D, the node broadcasts the block, and other nodes add the block to their own database after verification

E. Lead and promote the development of block chain projects.

The operation mechanism of DPOS algorithm is as follows:

A. all money holders first select the super node to sign the block.

The rule of B and DPOS is that the longest chain wins, and each super node must take turns to generate blocks according to the production schedule. Assuming that the production blocks A, B and C are scheduled to take turns respectively, the blocks generated within a certain period of time are as follows:

C, if malicious nodes produce bifurcated blocks, assume that An and C are honest nodes, and only B nodes are malicious. Because the speed at which B generates blocks (producing one block per cycle) is slower than that at which An and C work together to produce blocks (one block per cycle), according to the rule of winning the longest chain, the honest node will still win.
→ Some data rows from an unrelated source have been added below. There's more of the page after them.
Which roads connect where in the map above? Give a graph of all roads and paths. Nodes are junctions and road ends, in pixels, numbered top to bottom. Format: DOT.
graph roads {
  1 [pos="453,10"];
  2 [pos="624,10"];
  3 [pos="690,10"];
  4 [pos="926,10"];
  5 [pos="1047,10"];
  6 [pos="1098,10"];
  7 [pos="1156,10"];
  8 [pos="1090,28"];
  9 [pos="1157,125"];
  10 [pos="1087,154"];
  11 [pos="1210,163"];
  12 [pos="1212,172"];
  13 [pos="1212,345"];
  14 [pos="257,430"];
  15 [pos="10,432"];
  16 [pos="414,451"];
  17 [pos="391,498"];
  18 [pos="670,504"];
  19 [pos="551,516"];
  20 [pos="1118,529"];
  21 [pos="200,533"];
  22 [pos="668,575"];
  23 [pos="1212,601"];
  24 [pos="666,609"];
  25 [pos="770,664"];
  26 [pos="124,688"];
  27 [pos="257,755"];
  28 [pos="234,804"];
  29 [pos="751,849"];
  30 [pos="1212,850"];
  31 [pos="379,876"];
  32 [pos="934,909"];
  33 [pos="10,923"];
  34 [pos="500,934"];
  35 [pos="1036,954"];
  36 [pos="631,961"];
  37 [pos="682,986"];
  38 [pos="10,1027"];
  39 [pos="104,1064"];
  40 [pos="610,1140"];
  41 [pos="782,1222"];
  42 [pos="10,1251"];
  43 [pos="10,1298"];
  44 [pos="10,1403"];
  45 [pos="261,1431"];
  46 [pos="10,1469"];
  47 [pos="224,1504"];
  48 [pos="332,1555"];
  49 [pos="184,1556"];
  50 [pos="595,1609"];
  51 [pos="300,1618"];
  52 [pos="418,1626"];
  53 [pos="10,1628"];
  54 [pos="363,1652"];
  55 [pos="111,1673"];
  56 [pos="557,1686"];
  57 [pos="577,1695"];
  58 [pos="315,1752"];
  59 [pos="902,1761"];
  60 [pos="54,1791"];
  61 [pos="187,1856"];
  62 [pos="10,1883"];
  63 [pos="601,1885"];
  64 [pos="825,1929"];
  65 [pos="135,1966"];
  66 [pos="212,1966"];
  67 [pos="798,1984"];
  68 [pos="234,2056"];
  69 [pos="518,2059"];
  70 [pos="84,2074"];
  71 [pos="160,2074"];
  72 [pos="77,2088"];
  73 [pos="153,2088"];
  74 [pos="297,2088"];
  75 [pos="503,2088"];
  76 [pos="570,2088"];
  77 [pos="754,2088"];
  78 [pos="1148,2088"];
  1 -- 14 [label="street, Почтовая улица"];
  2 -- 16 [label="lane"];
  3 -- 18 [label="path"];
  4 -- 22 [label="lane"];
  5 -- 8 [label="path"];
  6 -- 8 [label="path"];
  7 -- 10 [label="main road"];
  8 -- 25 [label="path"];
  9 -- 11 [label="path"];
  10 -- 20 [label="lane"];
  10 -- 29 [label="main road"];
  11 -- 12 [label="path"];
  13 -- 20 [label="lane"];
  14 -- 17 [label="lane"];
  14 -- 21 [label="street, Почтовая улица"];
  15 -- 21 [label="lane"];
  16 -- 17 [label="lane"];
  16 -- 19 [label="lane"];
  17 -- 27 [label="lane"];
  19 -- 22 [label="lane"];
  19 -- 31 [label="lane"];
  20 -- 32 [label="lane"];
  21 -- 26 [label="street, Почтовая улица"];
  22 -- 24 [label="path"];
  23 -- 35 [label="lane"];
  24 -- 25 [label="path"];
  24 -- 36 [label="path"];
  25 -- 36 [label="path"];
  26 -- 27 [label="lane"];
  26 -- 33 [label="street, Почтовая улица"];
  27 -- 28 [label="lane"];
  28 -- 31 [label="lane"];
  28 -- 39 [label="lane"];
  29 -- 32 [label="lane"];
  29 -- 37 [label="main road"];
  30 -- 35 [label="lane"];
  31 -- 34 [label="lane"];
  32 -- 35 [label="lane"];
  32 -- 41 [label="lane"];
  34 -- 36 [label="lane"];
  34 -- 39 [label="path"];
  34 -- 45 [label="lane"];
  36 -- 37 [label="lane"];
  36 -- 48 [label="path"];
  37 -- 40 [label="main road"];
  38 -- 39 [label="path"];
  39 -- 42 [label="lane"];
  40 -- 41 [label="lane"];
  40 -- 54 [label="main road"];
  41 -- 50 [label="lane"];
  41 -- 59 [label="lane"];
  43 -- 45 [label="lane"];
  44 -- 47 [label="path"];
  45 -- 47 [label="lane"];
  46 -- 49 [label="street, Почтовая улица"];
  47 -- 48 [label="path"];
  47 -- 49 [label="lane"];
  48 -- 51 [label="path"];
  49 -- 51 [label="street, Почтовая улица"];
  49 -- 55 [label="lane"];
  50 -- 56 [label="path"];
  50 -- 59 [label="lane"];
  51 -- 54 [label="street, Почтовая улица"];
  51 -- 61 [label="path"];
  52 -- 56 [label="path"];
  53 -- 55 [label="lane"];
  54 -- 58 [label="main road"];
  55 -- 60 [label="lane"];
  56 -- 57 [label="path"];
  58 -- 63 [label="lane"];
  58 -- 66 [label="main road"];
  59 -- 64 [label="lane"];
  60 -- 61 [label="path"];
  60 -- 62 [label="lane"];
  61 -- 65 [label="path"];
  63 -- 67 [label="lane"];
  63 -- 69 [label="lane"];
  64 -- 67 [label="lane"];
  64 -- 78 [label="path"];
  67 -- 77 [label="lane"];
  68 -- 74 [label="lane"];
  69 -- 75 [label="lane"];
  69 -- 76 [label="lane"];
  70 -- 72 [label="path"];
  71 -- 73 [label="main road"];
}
D, the speed of duplicating two blocks of the same node is also slower than that of honest nodes working together to generate blocks, so the longest chain winning rule will ensure that the chain of honest nodes will win.

E, if the network of the three super nodes are fragmented and go their own way. It is true that three-chain parallelism is possible in the short term, but once the network connection is restored, the short chain will naturally return to the longest chain. The number of super nodes is odd, so the stalemate between the two factions will not last long, and eventually one of them will have a longer chain.

3. Punishment of malicious nodes by DPOS

Registration as a candidate supernode requires a deposit (about 10 XTS), which usually takes about two weeks to break even, thus promoting the stability of the trustee and ensuring that the mine will be dug for at least two weeks.

The penalty for malicious nodes by DPOS is that super nodes that do not produce blocks according to schedule will be voted out in the next round and the deposit will be confiscated.

Malicious nodes can do evil in a short time, and malicious blocks can only be retained for a short time. Soon, super nodes will return to the consensus reached by honest nodes, creating the longest chain and returning to the longest chain without evil blocks.

4. Advantages and disadvantages of DPOS algorithm.

Advantages of DPOS algorithm:

A, the energy consumption advantage, the network operation cost is low.

B, more decentralized in theory.

C, faster confirmation speed. The speed of the block is seconds and the transaction is confirmed in minutes.

Disadvantages of DPOS algorithm:

A, bad nodes can not be dealt with in time, only after the election can remove bad nodes.

B. Xiaosan's enthusiasm for voting is not high.

C, relying on tokens

5. Application scenario of DPOS algorithm

Bitshare is a kind of cryptographic currency using DPOS mechanism, which reduces the negative impact of centralization by introducing a techno-democratic layer.

There is still centralization in the DPOS system, but the centralization is controlled and the super nodes are elected by ordinary money holders. DPOS decentralizes the system by retaining control of the money holder.

Welcome to subscribe "Shulou Technology Information " to get latest news, interesting things and hot topics in the IT industry, and controls the hottest and latest Internet news, technology news and IT industry trends.

*The comments in the above article only represent the author's personal views and do not represent the views and positions of this website. If you have more insights, please feel free to contribute and share.